Разум и любовь сначала борются между собой в душе, стремящейся к совершенству; но от мира, который наконец заключается между любовью и разумом, рождается мудрость. И этот мир бывает тем более глубоким, чем больше своих прав разум уступил любви.
XXXI
Мудрость — свет любви, а свет питается любовью. Чем любовь глубже, тем более она становится мудрой, и чем мудрость возвышеннее, тем более она приближается к любви. Любите, и вы станете мудрым; сделайтесь мудрым, и вы должны будете любить. Истинно можно любить, только становясь совершеннее, а совершенствоваться значит делаться более мудрым. Нет человека в мире, кто не улучшал бы чего-нибудь в своей душе с той минуты, как он полюбил другого человека, даже если речь идет только о любви будничной.
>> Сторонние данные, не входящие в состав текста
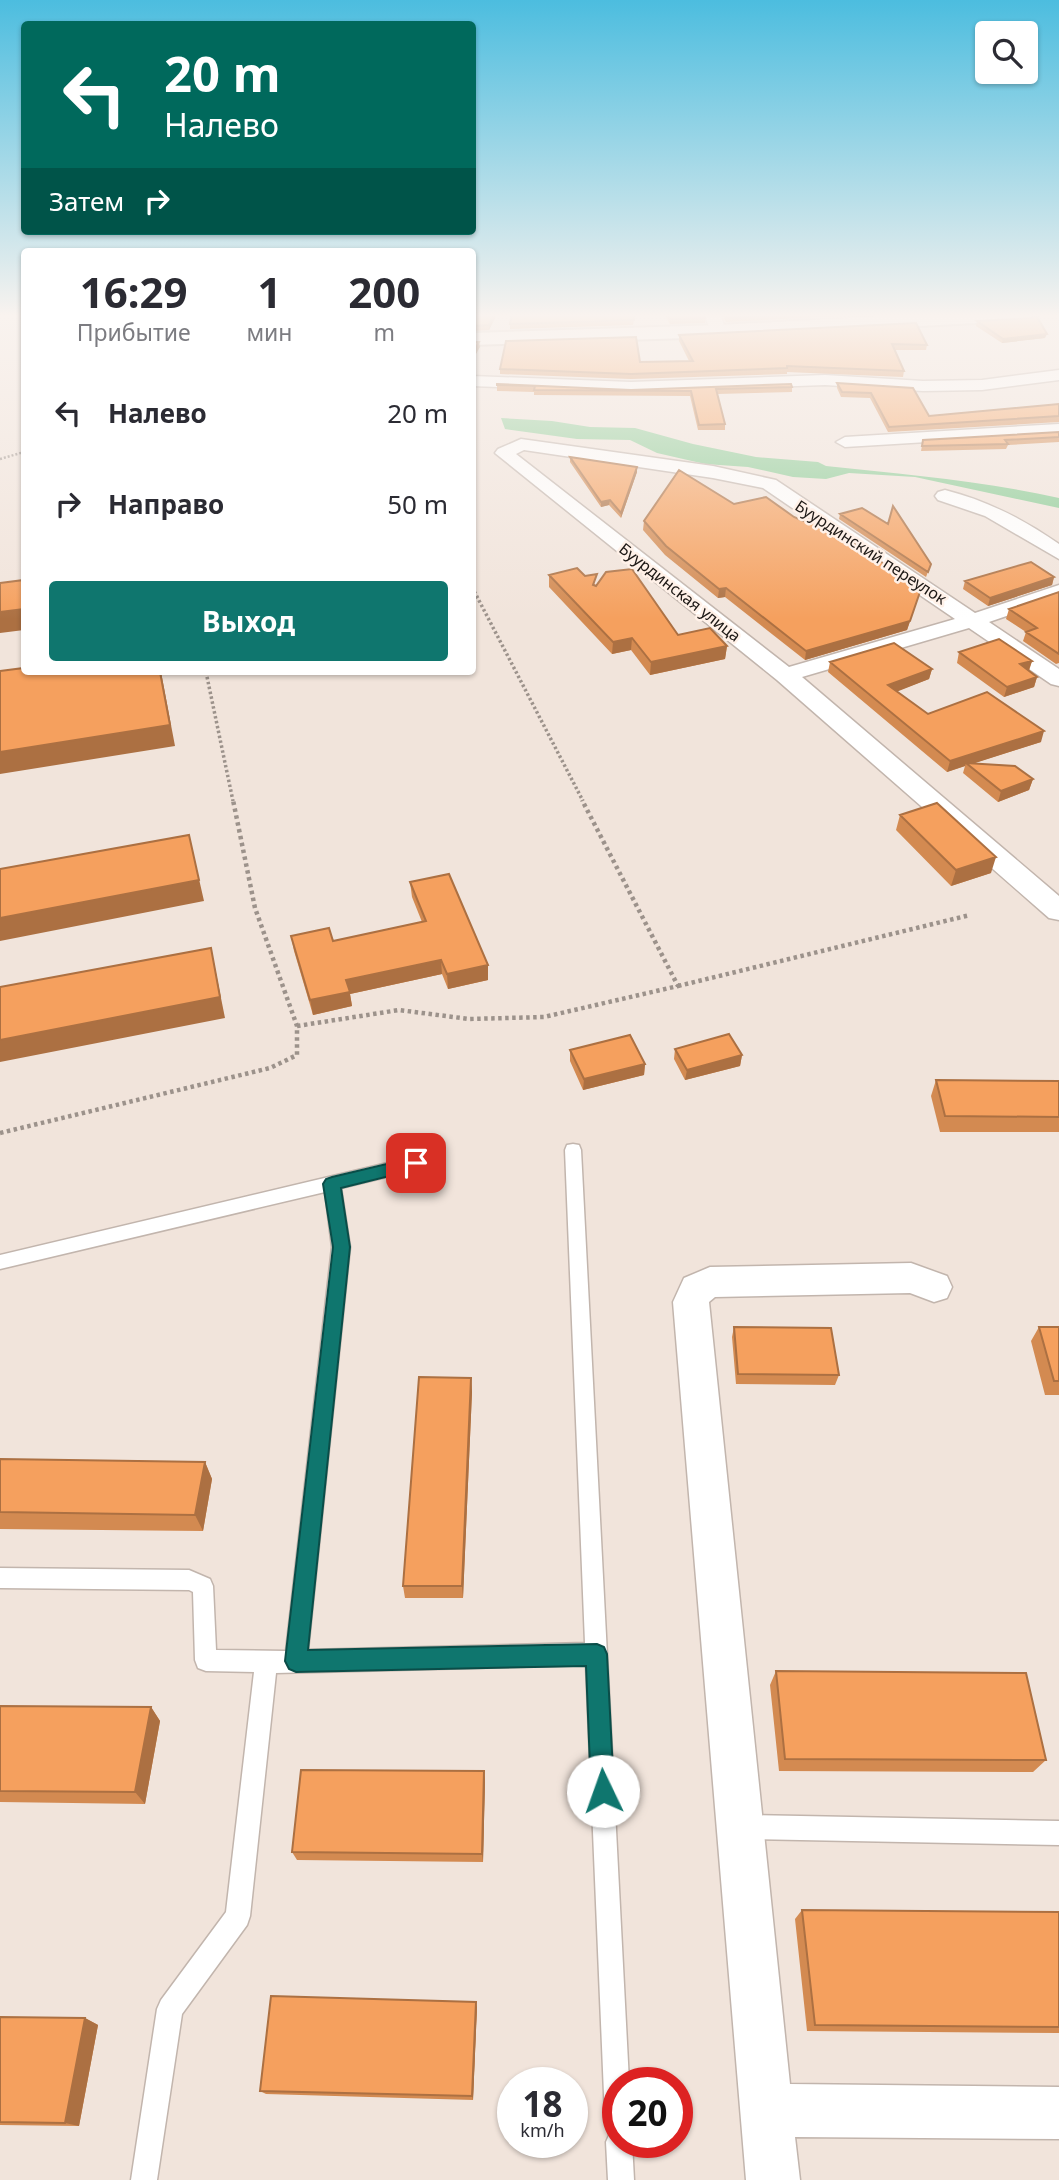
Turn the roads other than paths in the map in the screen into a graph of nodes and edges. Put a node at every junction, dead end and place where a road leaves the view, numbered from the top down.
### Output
1 (1059, 429) edge
2 (845, 442) dead end
3 (769, 484) joint
4 (945, 496) dead end
5 (1059, 553) edge
6 (1059, 591) edge
7 (974, 620) junction
8 (785, 675) junction
9 (1059, 680) edge
10 (1057, 907) edge
11 (573, 1150) dead end
12 (416, 1163) dead end
13 (332, 1184) junction
14 (0, 1262) edge
15 (934, 1287) dead end
16 (0, 1578) edge
17 (597, 1654) junction
18 (266, 1661) junction
19 (296, 1661) junction
20 (740, 1827) junction
21 (1059, 1833) edge
22 (616, 2067) edge
23 (767, 2110) junction
24 (1059, 2113) edge
25 (620, 2158) edge
26 (144, 2180) edge
27 (621, 2180) edge
28 (773, 2180) edge

1 - 2 street
3 - 7 street, Буурдинский переулок
3 - 8 street, Буурдинская улица
4 - 5 street
6 - 7 street, Буурдинский переулок
7 - 8 street, Буурдинский переулок
7 - 9 street, Буурдинский переулок
8 - 10 street, Буурдинская улица
11 - 17 lane
12 - 13 lane
13 - 14 lane
13 - 19 lane
15 - 20 street
16 - 18 lane
17 - 19 lane
17 - 22 lane
18 - 19 lane
18 - 26 lane
20 - 21 lane
20 - 23 street
23 - 24 street
23 - 28 street
25 - 27 lane

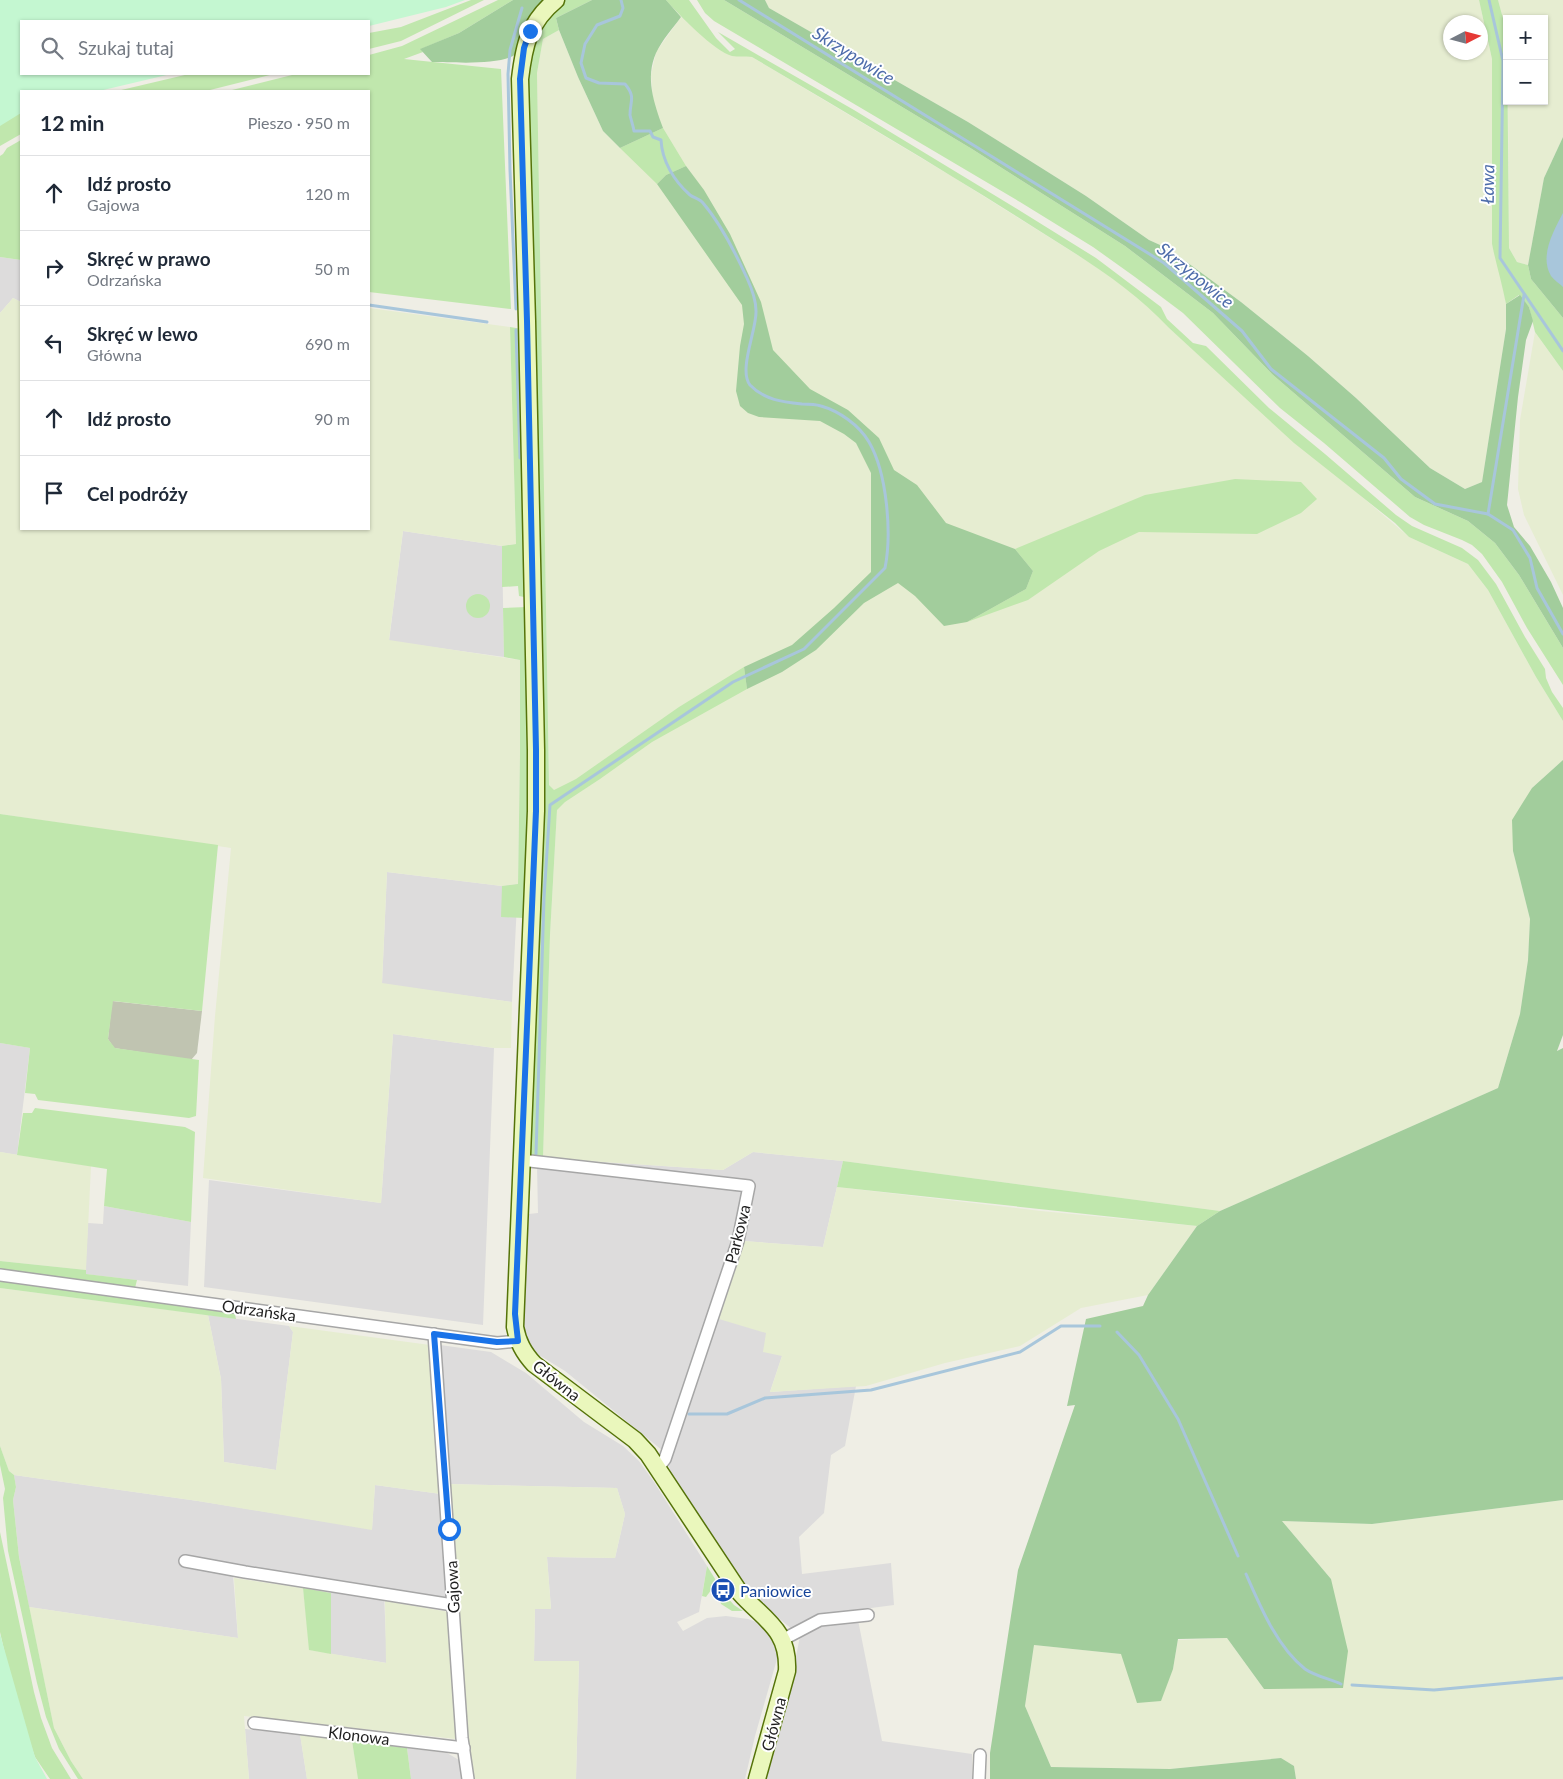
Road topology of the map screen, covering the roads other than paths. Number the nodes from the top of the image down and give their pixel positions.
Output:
1 (556, 0) edge
2 (521, 1160) junction
3 (0, 1275) edge
4 (434, 1334) junction
5 (518, 1341) junction
6 (658, 1468) junction
7 (184, 1561) dead end
8 (453, 1605) junction
9 (868, 1615) dead end
10 (782, 1640) junction
11 (254, 1723) dead end
12 (464, 1748) junction
13 (980, 1755) dead end
14 (468, 1779) edge
15 (757, 1779) edge
16 (979, 1779) edge

1 - 2 street, Główna
2 - 5 street, Główna
2 - 6 street, Parkowa
3 - 4 street, Odrzańska
4 - 5 street, Odrzańska
4 - 8 street, Gajowa
5 - 6 street, Główna
6 - 10 street, Główna
7 - 8 street
8 - 12 street, Gajowa
9 - 10 street
10 - 15 street, Główna
11 - 12 street, Klonowa
12 - 14 street, Gajowa
13 - 16 street

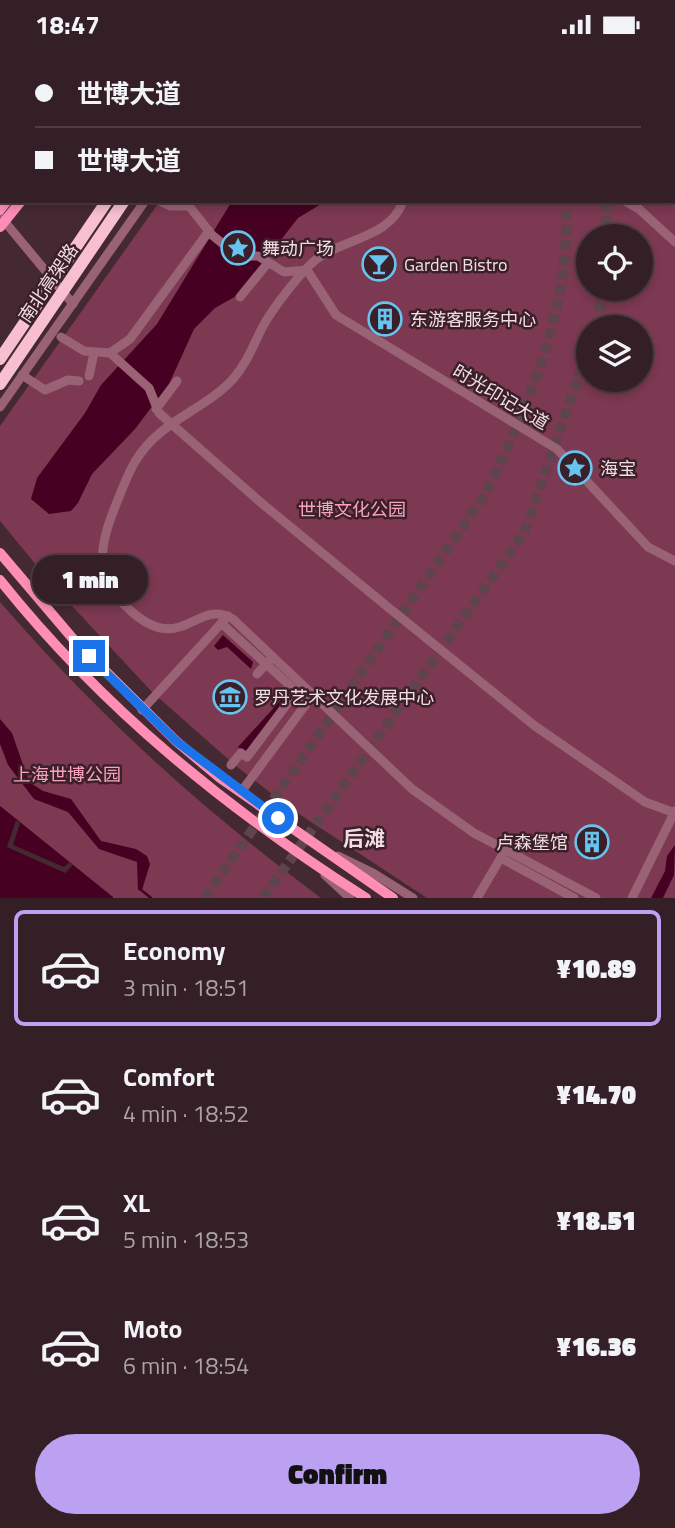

И те, кто любят любовью постоянной, продолжают любить лишь потому, что продолжают совершенствоваться. Любовь питает мудрость, а мудрость питает любовь; они образуют круг света, в центре которого любящие обнимаются с мудрыми. Мудрость и любовь неразлучны, и в раю Сведенборга супруга есть «любовь мудреца к мудрости».
XXXII
«Разум наш, — говорит Фенелон, — заключается в наших ясных идеях». Но наша мудрость, — могли бы мы прибавить от себя, — т.е. все, что есть наилучшего в нашей душе и в нашем характере, заключается, главным образом, в тех наших идеях, которые еще не достигли полной ясности. Если руководиться в жизни только своими ясными идеями, то рискуешь сделаться мало достойным любви, мало достойным уважения. В сущности, всего менее ясны доводы, которыми мы убеждаем себя в необходимости быть добрым, справедливым, великодушным, и по поводу всего лелеять чувства и мысли наиболее благородные, какие только вам доступны... К счастью, чем больше мы приобретаем ясных идей, тем более научаемся уважать те, которые еще не достигли ясности. Следует стараться запастись возможно большим числом как можно более ясных идей для того, чтобы разбудить в своей душе возможно большее число идей еще смутных. Ясные идеинаправляют порою нашу внешнюю жизнь, но несомненно, что неясные находятся во главе нашей внутренней жизни; а жизнь видимая всегда в конце концов подчиняется той, которой мы не видим. Между тем от количества, качества и силы наших ясных идей зависит количество, качество и сила наших идей смутных; и весьма возможно, что большинство окончательных истин, которых мы так страстно ищем, терпеливо ожидают своего часа, затерянные в толпе наших смутных идей. Следует сокращать срок их ожидания. Каждая прекрасная ясная идея, которую мы в себе пробуждаем, всегда в свою очередь разбудит к жизни прекрасную смутную идею. И когда смутная идея, состарившись, сама достигнет ясности, — ибо не есть ли обыкновенно совершенная ясность идей признак их усталости? — она также разбудит от сна другую смутную идею, еще более прекрасную и возвышенную, чем сама в своей тени. И возможно, что, пробираясь таким образом ощупью, без устали, вдоволь уснувших рядов, от одного к другому, одна из этих идей своей маленькой, почти еще невидимой рукой со временем случайно коснется великой истины.
XXXIII
Идеи ясные, идеи смутные, сердце, интеллект, воля, разум, душа, — вот слова, которые в сущности обозначают одно и то же, именно духовное богатство личности. Душа, без сомнения, не что иное, как наиболее прекрасное желание нашего интеллекта, а Бог, быть может, в свою очередь, не что иное, как самое прекрасное желание нашей души. Во всем этом столько темного, что в лучшем случае мы можем лишь пытаться разделить темноту при помощи резких черт, часто еще более черных, чем те плоскости, которые они пересекают. Познание самого себя является, быть может, единственно приемлемым идеалом, который нам остается; но это познание, которое на первый взгляд зависит только от нашего разума, действительно ли оно от него зависит, и в какой степени? Человек самый совершенный, самый справедливый, самый правдивый, словом, самый нравственный, — не есть ли он тот, кто наиболее точно отдает себе отчет в своем положении во вселенной? Но кто может добросовестно верить, что он отдает себе такой отчет? И разве нравственность наиболее позитивная не простирает все свои корни в область мистически-бессознательного? Наиболее прекрасное желание нашего интеллекта лишь проходит через наш интеллект, и мы ошибаемся, полагая, что жатва собрана на дороге только потому, что ее везут по этой дороге. Самый ясный разум, как раз тогда, когда он исследует свои владения, на каждом шагу переступает через пределы этих владений.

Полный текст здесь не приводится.